Tuesday, October 25, 2011 — Poster Session II

Noon – 2:00 p.m.

Natcher Conference Center

NIBIB

EPIGEN/TRANS/CHROM-11

Authors

  • Z Qian
  • EK Dimitriadis
  • S Adhya

Abstract

It has been reported that dimerized GalR could bind to 7 sites along the E.coli chromosome to regulate gene expression. Here, we label GalR at the C terminus with Venus fluorescent protein, for single molecule detection in E.coli. In cells growing in stationary phase, 2 or 3 fluorescence spots per cell (55% and 31%) were detected regardless of the presence or absence of galactose. In log phase, however, we could not observe any similar spots.

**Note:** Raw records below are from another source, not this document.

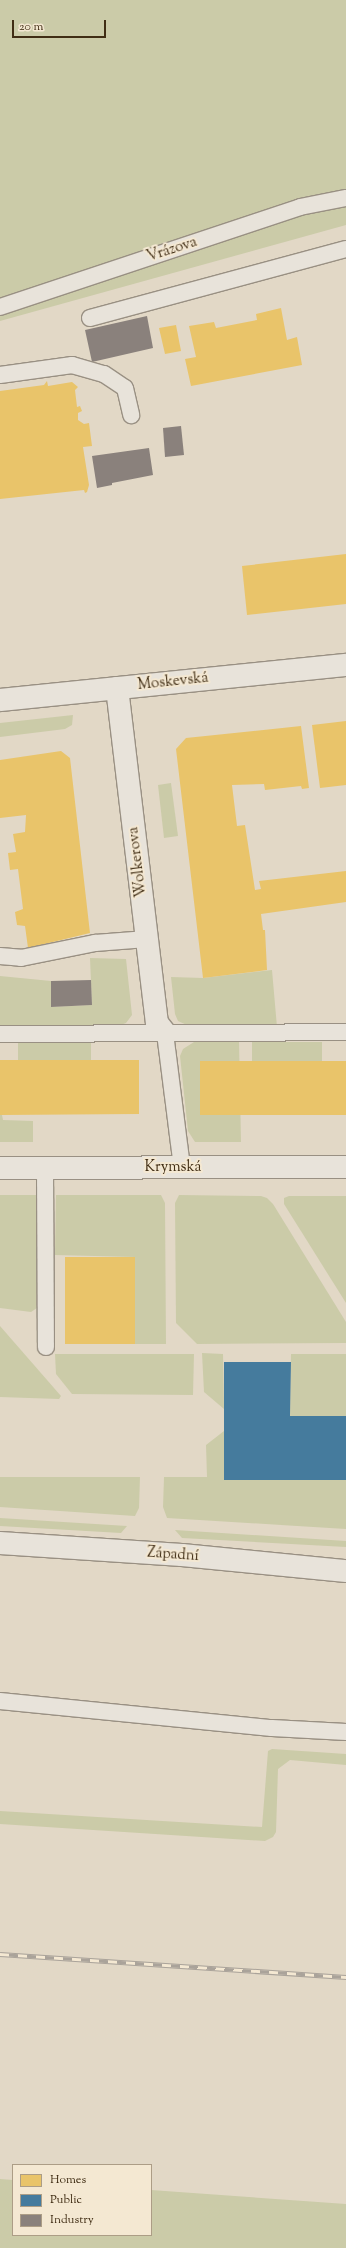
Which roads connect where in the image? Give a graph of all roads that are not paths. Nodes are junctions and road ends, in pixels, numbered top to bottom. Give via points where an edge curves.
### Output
1 (346, 198) edge
2 (346, 249) edge
3 (0, 307) edge
4 (90, 318) dead end
5 (0, 375) edge
6 (131, 416) dead end
7 (346, 665) edge
8 (117, 688) junction
9 (0, 700) edge
10 (147, 939) junction
11 (0, 956) edge
12 (346, 1032) edge
13 (165, 1033) junction
14 (0, 1034) edge
15 (346, 1167) edge
16 (0, 1168) edge
17 (45, 1168) junction
18 (182, 1168) junction
19 (46, 1347) dead end
20 (0, 1543) edge
21 (346, 1571) edge
22 (0, 1701) edge
23 (346, 1732) edge

1 - 3 lane, Vrázova via 300,207
2 - 4 lane
5 - 6 lane via 72,365 104,374 125,388
7 - 8 street, Moskevská
8 - 9 street, Moskevská
8 - 10 street, Wolkerova
10 - 11 lane via 95,943 20,958
10 - 13 street, Wolkerova via 157,1022
12 - 13 lane
13 - 14 lane
13 - 18 lane
15 - 18 street, Krymská
16 - 17 street, Krymská
17 - 18 street, Krymská
17 - 19 lane
20 - 21 street, Západní via 182,1555
22 - 23 lane via 272,1728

Furthermore, GalR mutations inhibiting tetramer formation abolished the spots also in stationary phase. We propose that GalR that binds to operator sites could polymerize and facilitate long distance looping. To examine this, we employed Atomic Force Microscopy (AFM) and Chromosome Conformation Capture (3C) analysis. By AFM we visualize GalR binding and consequent DNA looping. Analysis of the loop sizes identifies operator pairs bound via GalR oligomers and quantifies the cooperativity that brings distant operators together. A 3C analysis suggests that DNA targets of GalR distributed around the chromosome, are connected with one another mostly in stationary phase cells, a connection that is lost in the log phase. Furthermore, we identified five additional potential bindings of GalR along the investigated region.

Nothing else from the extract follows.